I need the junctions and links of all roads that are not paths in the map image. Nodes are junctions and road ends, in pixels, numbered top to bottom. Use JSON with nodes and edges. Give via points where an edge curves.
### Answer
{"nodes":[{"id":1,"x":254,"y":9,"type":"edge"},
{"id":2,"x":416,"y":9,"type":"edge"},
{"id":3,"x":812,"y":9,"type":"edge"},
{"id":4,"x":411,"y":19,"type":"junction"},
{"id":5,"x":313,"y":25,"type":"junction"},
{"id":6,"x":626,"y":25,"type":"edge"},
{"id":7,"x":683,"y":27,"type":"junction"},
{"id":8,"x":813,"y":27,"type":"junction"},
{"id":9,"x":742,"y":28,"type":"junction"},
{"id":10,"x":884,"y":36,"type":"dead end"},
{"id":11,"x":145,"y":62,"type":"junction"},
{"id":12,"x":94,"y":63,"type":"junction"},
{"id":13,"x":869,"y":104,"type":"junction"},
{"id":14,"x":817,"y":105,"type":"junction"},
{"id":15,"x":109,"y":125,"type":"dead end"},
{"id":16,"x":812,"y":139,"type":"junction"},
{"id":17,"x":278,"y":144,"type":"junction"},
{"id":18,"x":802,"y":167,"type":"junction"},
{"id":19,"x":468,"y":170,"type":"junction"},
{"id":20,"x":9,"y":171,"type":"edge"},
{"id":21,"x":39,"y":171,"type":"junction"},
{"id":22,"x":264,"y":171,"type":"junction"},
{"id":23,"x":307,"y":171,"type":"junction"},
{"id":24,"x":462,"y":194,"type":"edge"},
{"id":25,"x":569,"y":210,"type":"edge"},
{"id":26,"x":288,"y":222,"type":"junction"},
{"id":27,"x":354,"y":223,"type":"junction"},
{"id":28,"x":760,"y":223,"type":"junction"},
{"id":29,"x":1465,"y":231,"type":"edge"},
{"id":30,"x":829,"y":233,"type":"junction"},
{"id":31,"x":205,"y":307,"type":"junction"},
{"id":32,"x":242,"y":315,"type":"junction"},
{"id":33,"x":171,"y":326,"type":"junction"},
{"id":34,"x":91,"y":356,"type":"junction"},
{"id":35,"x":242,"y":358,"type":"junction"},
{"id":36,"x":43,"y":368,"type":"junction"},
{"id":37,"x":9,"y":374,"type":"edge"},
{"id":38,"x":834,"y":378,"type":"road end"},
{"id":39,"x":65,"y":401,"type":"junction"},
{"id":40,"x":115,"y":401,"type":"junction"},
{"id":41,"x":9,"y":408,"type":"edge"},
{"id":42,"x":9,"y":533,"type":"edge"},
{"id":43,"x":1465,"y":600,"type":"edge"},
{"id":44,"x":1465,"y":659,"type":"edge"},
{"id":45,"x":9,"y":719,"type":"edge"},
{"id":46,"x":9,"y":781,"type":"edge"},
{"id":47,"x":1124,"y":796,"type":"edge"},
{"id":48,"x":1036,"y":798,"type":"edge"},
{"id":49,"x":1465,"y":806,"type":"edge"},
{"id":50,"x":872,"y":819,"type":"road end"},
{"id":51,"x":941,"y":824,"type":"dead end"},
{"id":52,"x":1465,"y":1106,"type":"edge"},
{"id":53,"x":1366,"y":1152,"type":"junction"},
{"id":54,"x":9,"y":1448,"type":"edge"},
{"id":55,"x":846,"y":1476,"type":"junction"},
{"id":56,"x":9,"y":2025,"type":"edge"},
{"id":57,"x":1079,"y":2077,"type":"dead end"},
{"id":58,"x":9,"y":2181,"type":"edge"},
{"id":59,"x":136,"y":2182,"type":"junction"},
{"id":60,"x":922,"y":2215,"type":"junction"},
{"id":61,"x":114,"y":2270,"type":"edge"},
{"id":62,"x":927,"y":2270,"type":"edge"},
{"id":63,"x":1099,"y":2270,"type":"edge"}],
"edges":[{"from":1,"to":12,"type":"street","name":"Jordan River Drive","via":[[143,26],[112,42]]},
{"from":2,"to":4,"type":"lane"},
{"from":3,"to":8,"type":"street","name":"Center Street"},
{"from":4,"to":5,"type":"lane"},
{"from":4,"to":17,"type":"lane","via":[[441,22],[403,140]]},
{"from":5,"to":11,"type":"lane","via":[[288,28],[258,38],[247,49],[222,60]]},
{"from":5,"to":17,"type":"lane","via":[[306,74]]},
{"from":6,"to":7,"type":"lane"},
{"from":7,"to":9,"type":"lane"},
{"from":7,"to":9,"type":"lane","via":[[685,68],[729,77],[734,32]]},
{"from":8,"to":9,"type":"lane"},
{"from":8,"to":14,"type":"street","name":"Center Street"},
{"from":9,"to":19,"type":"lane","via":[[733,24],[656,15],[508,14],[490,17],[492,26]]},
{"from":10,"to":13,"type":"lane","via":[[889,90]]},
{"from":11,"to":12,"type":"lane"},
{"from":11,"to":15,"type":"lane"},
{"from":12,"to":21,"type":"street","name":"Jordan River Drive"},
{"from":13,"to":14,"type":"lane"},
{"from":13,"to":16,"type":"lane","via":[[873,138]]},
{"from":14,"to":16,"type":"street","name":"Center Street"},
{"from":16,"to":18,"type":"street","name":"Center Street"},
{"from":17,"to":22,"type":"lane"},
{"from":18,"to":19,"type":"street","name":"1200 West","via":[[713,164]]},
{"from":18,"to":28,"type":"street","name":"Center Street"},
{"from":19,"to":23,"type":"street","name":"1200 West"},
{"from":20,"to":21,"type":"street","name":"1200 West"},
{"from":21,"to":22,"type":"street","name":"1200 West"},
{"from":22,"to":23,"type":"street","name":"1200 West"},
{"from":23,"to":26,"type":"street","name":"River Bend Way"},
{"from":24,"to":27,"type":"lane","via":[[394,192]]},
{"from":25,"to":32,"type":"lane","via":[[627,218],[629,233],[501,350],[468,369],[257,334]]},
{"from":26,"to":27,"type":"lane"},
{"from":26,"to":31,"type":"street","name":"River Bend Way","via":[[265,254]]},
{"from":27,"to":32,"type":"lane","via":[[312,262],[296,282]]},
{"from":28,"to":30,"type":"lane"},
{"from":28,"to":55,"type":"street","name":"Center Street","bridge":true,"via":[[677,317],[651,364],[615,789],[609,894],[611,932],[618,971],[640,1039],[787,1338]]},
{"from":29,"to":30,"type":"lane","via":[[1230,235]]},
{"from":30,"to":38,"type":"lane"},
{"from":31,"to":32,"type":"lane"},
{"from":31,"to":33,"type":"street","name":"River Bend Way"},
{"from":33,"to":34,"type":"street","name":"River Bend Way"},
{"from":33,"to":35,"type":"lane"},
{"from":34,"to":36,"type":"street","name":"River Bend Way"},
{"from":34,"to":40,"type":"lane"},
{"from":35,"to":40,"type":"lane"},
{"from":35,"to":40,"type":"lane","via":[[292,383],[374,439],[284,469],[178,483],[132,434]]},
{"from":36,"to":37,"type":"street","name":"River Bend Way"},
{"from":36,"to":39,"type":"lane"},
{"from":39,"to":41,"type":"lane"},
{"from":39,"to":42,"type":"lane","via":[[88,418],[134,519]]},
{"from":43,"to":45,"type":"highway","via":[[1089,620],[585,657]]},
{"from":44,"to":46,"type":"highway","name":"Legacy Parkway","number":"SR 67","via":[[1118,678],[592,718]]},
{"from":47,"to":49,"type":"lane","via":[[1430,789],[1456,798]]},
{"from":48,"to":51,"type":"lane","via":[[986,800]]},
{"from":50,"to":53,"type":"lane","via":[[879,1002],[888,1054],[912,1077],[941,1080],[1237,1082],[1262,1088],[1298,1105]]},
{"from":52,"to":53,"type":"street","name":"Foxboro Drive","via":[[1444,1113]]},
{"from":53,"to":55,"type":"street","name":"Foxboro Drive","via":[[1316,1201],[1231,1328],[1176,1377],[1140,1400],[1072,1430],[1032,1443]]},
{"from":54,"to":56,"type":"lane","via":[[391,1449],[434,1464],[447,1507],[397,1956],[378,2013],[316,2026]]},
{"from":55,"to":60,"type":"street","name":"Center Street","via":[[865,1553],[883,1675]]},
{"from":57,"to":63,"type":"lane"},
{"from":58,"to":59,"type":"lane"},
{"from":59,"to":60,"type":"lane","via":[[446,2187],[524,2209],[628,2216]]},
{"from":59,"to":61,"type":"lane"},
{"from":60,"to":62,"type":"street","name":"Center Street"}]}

WORK INSTRUCTION:
Copy every line of the records above that holds the word "road".

SOLVED PROBLEM:
I need the junctions and links of all roads that are not paths in the map image. Nodes are junctions and road ends, in pixels, numbered top to bottom. Use JSON with nodes and edges. Give via points where an edge curves.
{"id":38,"x":834,"y":378,"type":"road end"},
{"id":50,"x":872,"y":819,"type":"road end"},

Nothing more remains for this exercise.